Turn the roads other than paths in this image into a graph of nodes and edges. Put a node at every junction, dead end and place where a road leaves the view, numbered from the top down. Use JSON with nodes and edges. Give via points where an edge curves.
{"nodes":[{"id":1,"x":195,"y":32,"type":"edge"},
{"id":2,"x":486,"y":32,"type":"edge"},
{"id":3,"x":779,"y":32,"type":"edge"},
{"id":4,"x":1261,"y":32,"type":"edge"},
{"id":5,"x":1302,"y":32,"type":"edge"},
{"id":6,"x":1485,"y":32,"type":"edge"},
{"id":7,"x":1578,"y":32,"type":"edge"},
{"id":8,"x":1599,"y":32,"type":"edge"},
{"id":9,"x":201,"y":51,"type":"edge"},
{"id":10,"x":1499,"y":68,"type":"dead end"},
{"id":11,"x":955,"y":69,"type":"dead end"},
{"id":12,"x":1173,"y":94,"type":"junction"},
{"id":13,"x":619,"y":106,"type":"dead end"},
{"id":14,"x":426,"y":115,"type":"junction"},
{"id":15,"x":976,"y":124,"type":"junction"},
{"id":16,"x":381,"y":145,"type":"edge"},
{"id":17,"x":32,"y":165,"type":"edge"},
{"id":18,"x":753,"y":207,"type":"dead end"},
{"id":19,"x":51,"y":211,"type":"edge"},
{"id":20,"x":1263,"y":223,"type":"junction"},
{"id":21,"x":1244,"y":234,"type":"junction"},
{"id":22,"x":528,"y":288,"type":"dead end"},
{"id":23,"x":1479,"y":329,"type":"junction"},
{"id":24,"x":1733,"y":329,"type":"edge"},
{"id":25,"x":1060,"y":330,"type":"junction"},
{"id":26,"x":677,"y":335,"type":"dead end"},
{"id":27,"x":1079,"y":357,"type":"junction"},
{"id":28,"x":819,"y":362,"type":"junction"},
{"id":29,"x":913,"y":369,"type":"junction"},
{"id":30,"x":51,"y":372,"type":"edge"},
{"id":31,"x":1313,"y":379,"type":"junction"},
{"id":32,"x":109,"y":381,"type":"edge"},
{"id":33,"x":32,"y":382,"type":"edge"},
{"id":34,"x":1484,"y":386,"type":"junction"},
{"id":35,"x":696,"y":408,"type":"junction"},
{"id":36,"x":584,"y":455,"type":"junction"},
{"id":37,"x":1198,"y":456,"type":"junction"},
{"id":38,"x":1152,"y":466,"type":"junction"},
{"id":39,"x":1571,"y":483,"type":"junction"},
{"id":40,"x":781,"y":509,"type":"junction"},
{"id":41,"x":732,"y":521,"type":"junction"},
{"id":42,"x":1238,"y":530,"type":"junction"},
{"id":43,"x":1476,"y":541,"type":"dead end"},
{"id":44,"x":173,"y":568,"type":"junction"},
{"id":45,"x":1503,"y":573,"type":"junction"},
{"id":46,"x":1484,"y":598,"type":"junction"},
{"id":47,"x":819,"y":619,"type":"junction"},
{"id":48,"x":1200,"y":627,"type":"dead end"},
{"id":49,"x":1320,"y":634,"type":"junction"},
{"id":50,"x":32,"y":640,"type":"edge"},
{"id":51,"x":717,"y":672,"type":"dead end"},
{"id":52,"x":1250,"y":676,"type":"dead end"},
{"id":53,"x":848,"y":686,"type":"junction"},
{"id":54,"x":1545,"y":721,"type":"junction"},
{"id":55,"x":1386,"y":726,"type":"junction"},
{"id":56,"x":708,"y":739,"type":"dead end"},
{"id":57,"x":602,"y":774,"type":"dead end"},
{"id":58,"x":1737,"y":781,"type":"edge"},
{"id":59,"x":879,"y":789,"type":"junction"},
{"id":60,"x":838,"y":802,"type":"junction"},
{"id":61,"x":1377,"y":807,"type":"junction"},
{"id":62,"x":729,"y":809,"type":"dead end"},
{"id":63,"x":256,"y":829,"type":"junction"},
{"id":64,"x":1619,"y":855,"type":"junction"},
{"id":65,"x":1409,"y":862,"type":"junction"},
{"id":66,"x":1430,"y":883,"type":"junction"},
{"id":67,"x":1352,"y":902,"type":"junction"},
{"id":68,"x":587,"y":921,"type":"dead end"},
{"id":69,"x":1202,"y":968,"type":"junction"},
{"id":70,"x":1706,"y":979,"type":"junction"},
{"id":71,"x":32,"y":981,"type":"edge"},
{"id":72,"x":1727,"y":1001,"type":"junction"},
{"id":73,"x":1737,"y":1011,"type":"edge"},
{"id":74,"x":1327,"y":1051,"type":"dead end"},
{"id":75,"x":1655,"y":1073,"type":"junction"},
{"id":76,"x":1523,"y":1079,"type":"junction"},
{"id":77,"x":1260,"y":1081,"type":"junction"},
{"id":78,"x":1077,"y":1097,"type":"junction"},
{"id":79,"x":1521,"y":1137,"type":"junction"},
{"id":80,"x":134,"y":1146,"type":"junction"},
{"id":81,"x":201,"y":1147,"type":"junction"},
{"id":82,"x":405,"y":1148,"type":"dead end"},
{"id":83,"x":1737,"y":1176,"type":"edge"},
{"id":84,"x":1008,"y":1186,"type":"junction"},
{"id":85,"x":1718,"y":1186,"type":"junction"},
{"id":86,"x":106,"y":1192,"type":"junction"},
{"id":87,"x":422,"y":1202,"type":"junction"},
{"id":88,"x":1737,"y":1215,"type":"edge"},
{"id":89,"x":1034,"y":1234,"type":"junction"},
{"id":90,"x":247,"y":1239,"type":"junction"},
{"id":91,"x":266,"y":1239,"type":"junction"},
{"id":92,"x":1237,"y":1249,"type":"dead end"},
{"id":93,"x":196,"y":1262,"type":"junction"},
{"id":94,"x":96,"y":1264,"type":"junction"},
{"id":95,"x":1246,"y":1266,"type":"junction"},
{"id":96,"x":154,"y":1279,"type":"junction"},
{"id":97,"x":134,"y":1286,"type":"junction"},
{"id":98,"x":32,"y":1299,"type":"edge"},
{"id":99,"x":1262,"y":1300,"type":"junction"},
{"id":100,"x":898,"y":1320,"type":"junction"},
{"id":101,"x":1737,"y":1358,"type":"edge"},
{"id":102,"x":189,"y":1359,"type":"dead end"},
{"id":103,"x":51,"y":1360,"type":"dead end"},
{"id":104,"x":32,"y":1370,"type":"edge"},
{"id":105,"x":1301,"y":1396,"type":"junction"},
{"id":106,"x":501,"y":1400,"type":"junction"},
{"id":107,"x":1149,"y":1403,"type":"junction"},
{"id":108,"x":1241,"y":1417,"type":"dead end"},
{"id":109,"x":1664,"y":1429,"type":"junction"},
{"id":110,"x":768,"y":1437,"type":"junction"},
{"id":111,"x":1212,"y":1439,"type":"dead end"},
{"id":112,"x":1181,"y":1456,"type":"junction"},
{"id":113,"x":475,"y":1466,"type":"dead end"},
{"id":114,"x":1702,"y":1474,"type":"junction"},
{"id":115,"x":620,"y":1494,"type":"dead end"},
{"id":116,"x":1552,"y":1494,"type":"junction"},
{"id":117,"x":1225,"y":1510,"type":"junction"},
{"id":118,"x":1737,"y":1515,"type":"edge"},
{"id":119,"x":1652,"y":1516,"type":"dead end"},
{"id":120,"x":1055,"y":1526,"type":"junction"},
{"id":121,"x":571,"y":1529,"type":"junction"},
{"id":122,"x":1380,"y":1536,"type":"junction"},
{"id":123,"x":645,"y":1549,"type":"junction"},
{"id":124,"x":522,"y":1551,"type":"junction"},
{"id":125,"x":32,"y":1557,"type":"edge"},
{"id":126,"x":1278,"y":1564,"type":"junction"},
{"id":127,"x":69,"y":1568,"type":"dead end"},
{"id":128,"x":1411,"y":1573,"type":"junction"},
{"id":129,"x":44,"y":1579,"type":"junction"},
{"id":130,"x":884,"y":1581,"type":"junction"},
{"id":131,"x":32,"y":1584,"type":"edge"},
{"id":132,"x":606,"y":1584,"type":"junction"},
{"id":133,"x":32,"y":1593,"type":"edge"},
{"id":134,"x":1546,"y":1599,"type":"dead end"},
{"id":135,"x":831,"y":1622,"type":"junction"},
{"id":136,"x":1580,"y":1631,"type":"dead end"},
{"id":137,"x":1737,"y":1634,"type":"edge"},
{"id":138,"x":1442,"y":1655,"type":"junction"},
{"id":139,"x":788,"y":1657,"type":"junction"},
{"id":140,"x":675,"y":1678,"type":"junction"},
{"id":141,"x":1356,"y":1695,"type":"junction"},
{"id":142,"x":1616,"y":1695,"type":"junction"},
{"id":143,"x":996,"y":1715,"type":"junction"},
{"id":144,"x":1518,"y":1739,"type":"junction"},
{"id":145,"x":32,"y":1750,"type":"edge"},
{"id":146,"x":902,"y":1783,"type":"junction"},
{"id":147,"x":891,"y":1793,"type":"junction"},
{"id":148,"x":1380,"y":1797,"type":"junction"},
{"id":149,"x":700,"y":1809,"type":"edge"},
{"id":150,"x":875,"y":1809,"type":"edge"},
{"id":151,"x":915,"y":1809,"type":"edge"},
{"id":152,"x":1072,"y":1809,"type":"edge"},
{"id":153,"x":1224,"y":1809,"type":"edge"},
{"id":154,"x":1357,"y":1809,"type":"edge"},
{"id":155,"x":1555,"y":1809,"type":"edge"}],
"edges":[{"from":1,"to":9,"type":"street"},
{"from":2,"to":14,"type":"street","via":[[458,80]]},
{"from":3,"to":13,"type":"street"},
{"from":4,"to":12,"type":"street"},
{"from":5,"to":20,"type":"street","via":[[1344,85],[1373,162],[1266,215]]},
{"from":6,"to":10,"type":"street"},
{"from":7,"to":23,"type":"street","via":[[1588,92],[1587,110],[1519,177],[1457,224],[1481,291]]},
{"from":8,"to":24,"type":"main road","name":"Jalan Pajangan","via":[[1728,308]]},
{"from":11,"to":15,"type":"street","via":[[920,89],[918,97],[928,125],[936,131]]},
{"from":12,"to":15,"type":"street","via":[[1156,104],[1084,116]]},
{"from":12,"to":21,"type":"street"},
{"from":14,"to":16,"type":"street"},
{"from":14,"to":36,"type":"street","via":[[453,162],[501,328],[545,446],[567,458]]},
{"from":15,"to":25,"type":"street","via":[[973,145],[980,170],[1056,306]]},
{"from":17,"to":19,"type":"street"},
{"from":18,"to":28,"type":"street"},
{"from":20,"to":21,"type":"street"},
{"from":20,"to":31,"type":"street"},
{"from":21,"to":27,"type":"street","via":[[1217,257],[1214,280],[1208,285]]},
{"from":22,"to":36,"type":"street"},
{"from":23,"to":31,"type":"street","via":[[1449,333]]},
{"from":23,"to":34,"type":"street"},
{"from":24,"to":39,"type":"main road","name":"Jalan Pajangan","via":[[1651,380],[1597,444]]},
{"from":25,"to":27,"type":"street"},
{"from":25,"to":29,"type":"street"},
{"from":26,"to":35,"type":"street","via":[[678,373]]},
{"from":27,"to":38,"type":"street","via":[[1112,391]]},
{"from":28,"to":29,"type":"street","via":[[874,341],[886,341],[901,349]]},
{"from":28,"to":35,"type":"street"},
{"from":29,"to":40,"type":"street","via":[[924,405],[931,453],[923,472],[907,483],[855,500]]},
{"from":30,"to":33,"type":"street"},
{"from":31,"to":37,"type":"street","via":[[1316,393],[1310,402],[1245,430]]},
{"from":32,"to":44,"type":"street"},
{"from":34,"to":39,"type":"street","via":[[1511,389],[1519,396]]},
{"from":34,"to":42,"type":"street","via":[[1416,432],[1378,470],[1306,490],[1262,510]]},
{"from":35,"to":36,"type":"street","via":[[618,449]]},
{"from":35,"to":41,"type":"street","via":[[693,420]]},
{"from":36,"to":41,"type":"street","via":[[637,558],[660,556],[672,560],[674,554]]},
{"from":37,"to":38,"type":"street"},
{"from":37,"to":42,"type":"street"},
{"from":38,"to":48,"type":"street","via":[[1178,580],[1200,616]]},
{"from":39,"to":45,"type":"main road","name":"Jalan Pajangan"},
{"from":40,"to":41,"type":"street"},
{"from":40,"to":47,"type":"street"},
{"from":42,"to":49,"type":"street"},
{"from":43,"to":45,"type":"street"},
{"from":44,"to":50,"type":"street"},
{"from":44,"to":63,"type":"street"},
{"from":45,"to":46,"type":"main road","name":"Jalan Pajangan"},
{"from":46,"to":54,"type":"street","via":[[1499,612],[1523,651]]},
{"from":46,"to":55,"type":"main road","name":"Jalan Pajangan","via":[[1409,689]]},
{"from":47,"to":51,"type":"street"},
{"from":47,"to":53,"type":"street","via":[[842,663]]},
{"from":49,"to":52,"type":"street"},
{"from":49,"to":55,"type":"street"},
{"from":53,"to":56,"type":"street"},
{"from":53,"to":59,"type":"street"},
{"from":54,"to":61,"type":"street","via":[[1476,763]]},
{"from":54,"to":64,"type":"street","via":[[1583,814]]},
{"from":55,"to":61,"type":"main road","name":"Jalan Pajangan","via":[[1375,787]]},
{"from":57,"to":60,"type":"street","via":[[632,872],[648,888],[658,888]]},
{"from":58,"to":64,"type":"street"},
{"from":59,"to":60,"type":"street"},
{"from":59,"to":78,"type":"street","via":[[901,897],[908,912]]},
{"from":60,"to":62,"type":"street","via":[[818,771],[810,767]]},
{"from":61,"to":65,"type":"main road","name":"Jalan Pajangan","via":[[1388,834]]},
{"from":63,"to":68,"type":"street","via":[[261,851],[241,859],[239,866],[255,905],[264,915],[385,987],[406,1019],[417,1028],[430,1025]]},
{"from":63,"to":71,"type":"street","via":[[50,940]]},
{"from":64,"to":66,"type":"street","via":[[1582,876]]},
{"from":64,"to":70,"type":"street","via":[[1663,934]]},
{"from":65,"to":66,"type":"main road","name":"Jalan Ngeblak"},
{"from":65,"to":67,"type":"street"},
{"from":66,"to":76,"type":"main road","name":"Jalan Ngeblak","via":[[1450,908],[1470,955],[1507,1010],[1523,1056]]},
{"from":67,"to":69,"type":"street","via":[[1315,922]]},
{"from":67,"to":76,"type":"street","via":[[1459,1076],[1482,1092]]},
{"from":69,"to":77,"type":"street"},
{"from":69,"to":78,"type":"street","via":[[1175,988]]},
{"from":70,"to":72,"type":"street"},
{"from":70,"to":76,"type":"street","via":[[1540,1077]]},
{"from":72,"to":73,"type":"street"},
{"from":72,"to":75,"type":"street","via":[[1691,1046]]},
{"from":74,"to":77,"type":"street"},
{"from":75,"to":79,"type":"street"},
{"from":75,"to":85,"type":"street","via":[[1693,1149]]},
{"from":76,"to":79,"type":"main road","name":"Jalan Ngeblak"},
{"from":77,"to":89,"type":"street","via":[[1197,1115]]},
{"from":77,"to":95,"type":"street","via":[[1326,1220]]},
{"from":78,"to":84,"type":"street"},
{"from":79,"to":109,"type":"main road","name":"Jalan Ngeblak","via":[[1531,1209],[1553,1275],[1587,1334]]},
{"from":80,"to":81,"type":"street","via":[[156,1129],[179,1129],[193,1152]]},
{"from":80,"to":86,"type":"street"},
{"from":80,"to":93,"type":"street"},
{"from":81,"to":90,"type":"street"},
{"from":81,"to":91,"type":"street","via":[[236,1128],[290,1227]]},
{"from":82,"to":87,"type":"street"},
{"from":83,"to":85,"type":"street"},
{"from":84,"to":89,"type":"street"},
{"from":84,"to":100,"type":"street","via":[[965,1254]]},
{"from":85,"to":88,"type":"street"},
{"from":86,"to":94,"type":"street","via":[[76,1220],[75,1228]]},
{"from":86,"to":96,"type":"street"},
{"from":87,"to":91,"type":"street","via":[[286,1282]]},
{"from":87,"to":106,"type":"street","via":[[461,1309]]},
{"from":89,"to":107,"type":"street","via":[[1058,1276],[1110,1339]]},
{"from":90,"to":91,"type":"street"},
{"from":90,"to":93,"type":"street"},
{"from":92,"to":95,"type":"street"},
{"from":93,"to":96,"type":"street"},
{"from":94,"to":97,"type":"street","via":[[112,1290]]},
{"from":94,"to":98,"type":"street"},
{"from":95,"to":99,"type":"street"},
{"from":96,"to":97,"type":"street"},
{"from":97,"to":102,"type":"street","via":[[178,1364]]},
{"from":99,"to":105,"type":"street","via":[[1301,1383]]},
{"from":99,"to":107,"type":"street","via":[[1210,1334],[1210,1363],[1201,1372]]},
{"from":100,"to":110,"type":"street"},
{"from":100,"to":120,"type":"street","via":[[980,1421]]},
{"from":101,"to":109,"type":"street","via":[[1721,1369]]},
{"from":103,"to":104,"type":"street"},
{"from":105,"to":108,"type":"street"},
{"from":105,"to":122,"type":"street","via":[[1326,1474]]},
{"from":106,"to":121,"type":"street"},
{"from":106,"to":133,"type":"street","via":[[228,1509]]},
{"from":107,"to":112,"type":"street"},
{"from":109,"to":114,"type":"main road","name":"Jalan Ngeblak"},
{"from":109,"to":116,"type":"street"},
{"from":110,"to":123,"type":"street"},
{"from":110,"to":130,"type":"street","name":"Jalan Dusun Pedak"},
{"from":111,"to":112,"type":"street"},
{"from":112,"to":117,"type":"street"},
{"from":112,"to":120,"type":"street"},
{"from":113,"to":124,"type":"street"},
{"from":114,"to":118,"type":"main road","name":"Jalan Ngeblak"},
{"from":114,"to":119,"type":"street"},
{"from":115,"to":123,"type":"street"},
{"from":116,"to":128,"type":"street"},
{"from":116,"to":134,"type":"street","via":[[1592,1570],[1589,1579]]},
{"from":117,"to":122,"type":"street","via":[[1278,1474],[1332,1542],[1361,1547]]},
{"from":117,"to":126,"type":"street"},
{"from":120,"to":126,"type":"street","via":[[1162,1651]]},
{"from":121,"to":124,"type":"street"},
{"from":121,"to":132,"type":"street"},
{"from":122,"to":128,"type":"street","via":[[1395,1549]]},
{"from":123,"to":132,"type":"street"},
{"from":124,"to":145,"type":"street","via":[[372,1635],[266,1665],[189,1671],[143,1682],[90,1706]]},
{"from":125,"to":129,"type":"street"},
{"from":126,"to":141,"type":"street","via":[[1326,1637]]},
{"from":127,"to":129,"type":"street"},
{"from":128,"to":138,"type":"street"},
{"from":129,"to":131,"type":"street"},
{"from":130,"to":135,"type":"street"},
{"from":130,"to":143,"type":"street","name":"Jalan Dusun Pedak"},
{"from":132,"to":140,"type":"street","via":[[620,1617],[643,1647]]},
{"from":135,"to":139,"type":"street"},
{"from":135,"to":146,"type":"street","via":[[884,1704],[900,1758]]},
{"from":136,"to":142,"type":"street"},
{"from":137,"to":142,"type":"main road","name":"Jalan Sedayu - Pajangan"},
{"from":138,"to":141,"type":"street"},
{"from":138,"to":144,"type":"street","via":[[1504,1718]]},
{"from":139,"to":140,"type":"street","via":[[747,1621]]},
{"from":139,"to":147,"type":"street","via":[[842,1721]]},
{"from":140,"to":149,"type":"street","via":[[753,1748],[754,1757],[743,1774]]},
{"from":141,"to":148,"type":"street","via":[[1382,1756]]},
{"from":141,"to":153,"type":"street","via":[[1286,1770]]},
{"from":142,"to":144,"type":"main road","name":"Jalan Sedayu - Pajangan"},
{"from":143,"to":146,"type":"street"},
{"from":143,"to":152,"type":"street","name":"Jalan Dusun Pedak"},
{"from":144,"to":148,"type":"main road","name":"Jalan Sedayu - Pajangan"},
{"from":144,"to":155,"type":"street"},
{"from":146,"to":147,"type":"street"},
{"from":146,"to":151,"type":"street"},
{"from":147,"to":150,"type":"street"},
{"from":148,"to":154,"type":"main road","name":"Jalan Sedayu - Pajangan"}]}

• • • • •

# Task statement
Work out how many lines of the material contain the word "nodes" and answer with that number only.

# Result for this task
2